It took a pickup truck flying into the harbor from the ramp of the Chappaquiddick ferry slip to highlight something Vineyarders can often take for granted — the exceptional readiness of the men and women who are called on to respond in an emergency.

When sirens sound, the first responders are people we know and work with, folks we meet at the post office and supermarkets. Living miles from the mainland, we depend on our friends and neighbors in times of urgency in a way few other towns or communities in the country do.

On Monday, it wasn’t the work of just one squad of rescuers that stood out, though assistant harbor master Mike Hathaway, who reached the truck and pulled the driver into his pump-out boat within seconds of its splashdown at the harbor entrance, deserves special notice. The quick-thinking Mr. Hathaway had the foresight to drag the truck away from the route over which the Chappy ferry crosses. It was a critical move that cleared the way for the ferry to carry the necessary emergency vehicles and their crews back and forth during the flurry that followed the incident.

More broadly, what impressed bystanders on Memorial Wharf and Chappy Point who watched the scene unfold was the fact that everyone involved — police officers, firefighters, EMTs, divers and others — seemed to know exactly what to do in a situation that would be hard to imagine at any time, and even harder to prepare for. Within ten minutes, a rescue truck and ambulance on the Edgartown side of the harbor were aboard the Chappaquiddick ferry On Time III, heading over to Chappy. A fire truck from the Chappy fire station was at the point, standing by to help. Divers were suiting up to find the pickup truck, which had sunk safely north of the Chappy ferry slip. Police had blocked off the roads to the ferry landing so that emergency vehicles could get through. A tow truck was en route to pull the vehicle from the bottom of the harbor. The driver was delivered uninjured to Memorial Wharf and was heading to the hospital in an ambulance.

Of note was the fact that Peter Wells, co-owner of the ferry with his wife Sally Snipes, had the ferries back in regular service in less than half an hour after the accident, with the permission of officials on the scene. The On Time II and III, sturdily built decades ago but expertly maintained to this day, had done their jobs carrying over everyone and everything required to deal with the emergency on the Chappy side. They then resumed their normal, back and forth tasks even as officials and those with particular skills, working on land and water only a few feet away, did theirs.

Along with Mr.

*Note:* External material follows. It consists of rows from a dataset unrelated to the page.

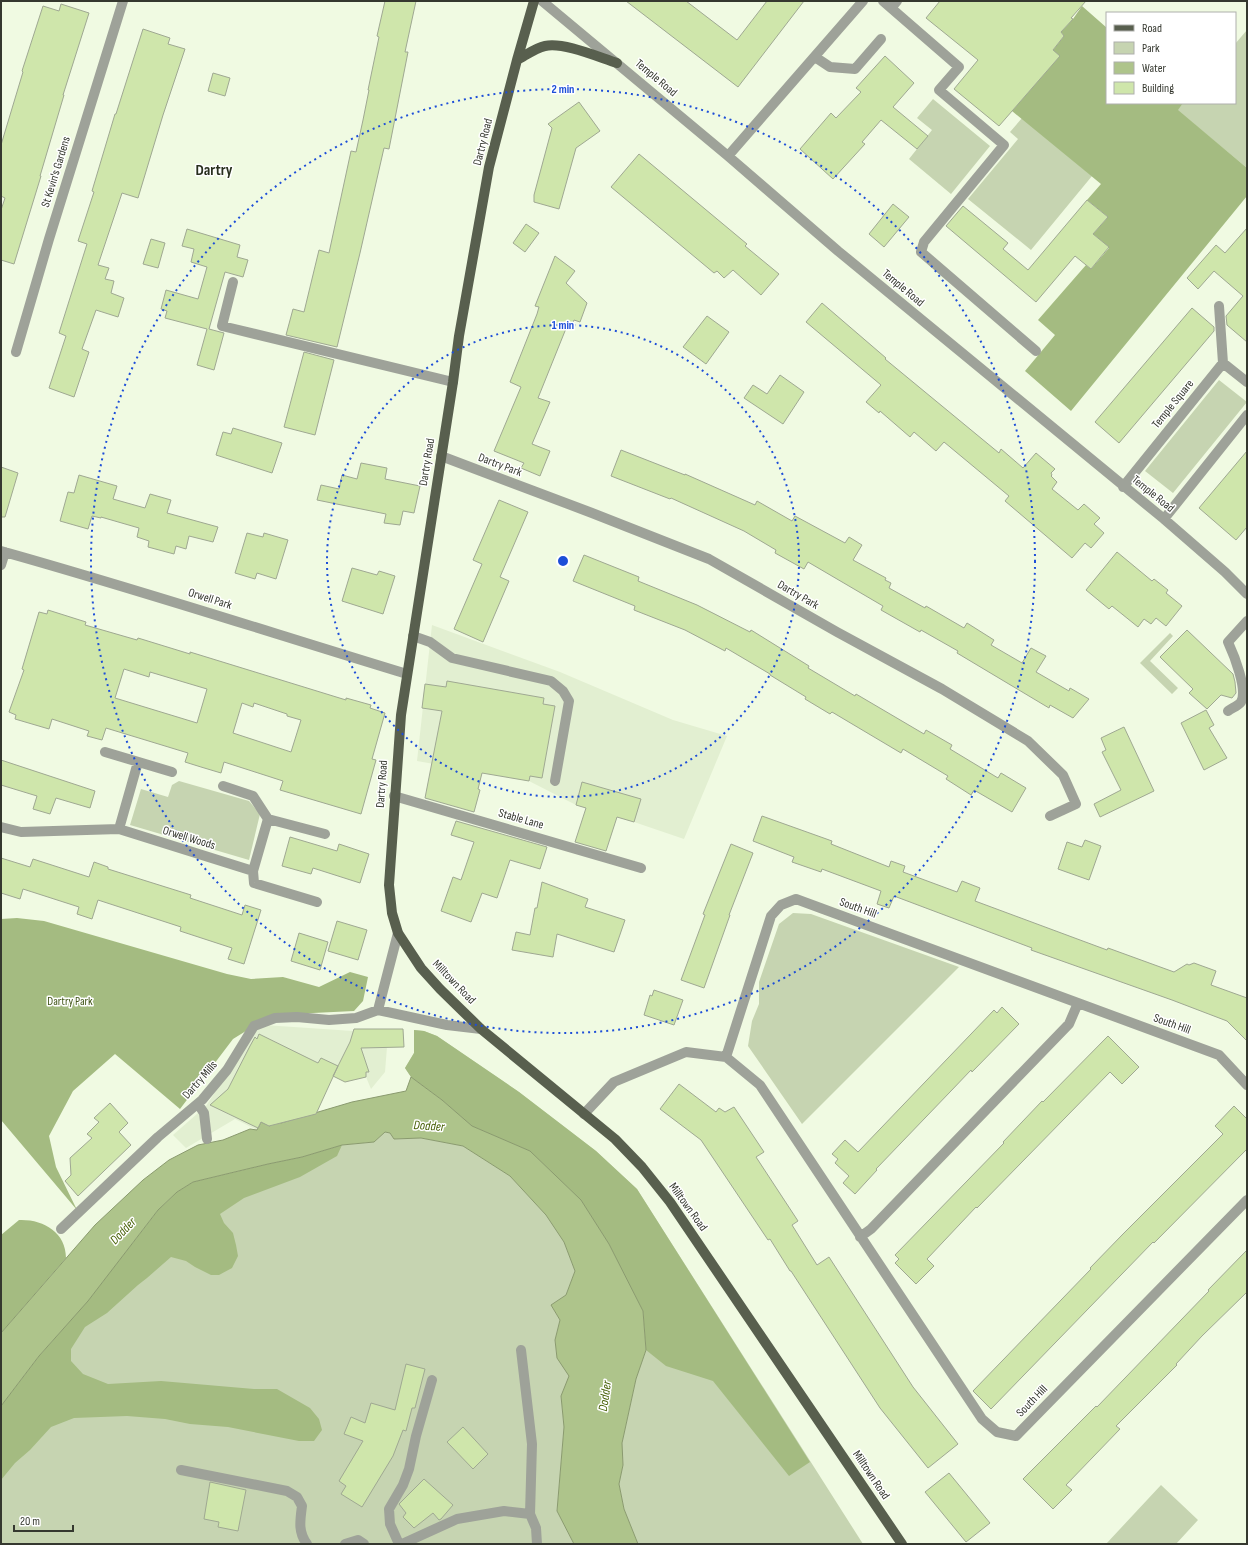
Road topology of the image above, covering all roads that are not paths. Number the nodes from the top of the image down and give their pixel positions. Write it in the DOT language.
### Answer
graph roads {
  1 [pos="123,1"];
  2 [pos="534,1"];
  3 [pos="542,1"];
  4 [pos="863,1"];
  5 [pos="890,3"];
  6 [pos="881,39"];
  7 [pos="815,57"];
  8 [pos="517,60"];
  9 [pos="617,63"];
  10 [pos="728,156"];
  11 [pos="233,282"];
  12 [pos="1220,306"];
  13 [pos="1036,351"];
  14 [pos="16,352"];
  15 [pos="1223,362"];
  16 [pos="453,382"];
  17 [pos="1247,382"];
  18 [pos="1247,416"];
  19 [pos="441,456"];
  20 [pos="1123,487"];
  21 [pos="1164,519"];
  22 [pos="3,551"];
  23 [pos="1,565"];
  24 [pos="1246,591"];
  25 [pos="1247,622"];
  26 [pos="412,636"];
  27 [pos="407,674"];
  28 [pos="1228,711"];
  29 [pos="105,752"];
  30 [pos="138,762"];
  31 [pos="172,772"];
  32 [pos="555,781"];
  33 [pos="223,786"];
  34 [pos="394,796"];
  35 [pos="1050,816"];
  36 [pos="268,818"];
  37 [pos="1,827"];
  38 [pos="118,829"];
  39 [pos="325,834"];
  40 [pos="641,868"];
  41 [pos="253,871"];
  42 [pos="317,902"];
  43 [pos="398,933"];
  44 [pos="1078,1003"];
  45 [pos="378,1010"];
  46 [pos="481,1029"];
  47 [pos="726,1056"];
  48 [pos="1247,1085"];
  49 [pos="198,1104"];
  50 [pos="584,1114"];
  51 [pos="207,1139"];
  52 [pos="1247,1200"];
  53 [pos="61,1229"];
  54 [pos="860,1237"];
  55 [pos="521,1350"];
  56 [pos="432,1380"];
  57 [pos="181,1470"];
  58 [pos="530,1514"];
  59 [pos="307,1544"];
  60 [pos="345,1544"];
  61 [pos="364,1544"];
  62 [pos="399,1544"];
  63 [pos="402,1544"];
  64 [pos="537,1544"];
  65 [pos="902,1544"];
  1 -- 14 [label="street, St Kevin's Gardens"];
  2 -- 8 [label="main road, Dartry Road"];
  3 -- 9 [label="street, Temple Road"];
  4 -- 7 [label="street"];
  5 -- 13 [label="street"];
  6 -- 7 [label="street"];
  7 -- 10 [label="street"];
  8 -- 9 [label="main road"];
  8 -- 16 [label="main road, Dartry Road"];
  9 -- 10 [label="street, Temple Road"];
  10 -- 20 [label="street, Temple Road"];
  11 -- 16 [label="street"];
  12 -- 15 [label="street"];
  15 -- 17 [label="street"];
  15 -- 20 [label="street, Temple Square"];
  16 -- 19 [label="main road, Dartry Road"];
  18 -- 21 [label="street"];
  19 -- 26 [label="main road, Dartry Road"];
  19 -- 35 [label="street, Dartry Park"];
  20 -- 21 [label="street, Temple Road"];
  21 -- 24 [label="street, Temple Road"];
  22 -- 23 [label="street, Orwell Park"];
  22 -- 27 [label="street, Orwell Park"];
  25 -- 28 [label="street"];
  26 -- 27 [label="main road, Dartry Road"];
  26 -- 32 [label="street"];
  27 -- 34 [label="main road, Dartry Road"];
  29 -- 30 [label="street"];
  30 -- 31 [label="street"];
  30 -- 38 [label="street"];
  33 -- 36 [label="street"];
  34 -- 40 [label="street, Stable Lane"];
  34 -- 43 [label="main road, Dartry Road"];
  36 -- 39 [label="street"];
  36 -- 41 [label="street"];
  37 -- 38 [label="street, Orwell Woods"];
  38 -- 41 [label="street, Orwell Woods"];
  41 -- 42 [label="street"];
  43 -- 45 [label="street"];
  43 -- 46 [label="main road, Milltown Road"];
  44 -- 47 [label="street, South Hill"];
  44 -- 48 [label="street, South Hill"];
  44 -- 54 [label="street"];
  45 -- 46 [label="street"];
  45 -- 49 [label="street, Dartry Mills"];
  46 -- 50 [label="main road, Milltown Road"];
  47 -- 50 [label="street"];
  47 -- 54 [label="street, South Hill"];
  49 -- 51 [label="street"];
  49 -- 53 [label="street, Dartry Mills"];
  50 -- 65 [label="main road, Milltown Road"];
  52 -- 54 [label="street, South Hill"];
  55 -- 58 [label="street"];
  56 -- 62 [label="street"];
  57 -- 59 [label="street"];
  58 -- 63 [label="street"];
  58 -- 64 [label="street"];
  60 -- 61 [label="street"];
}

Wells, and maintenance manager Erik Gilley, the captains and deckhands of the ferry had a protocol to deal with this unfortunate accident, which was as unprecedented as it was unlikely. The Chappy ferry service, in business for more than two hundred years, looks like the most routine operation imaginable. Monday morning proved that there is nothing routine about it. And like our fellow Islanders who answer the call when unusual and unnerving things happen from one end of the Island to the other, those in charge of the ferry met the challenge with poise and ability.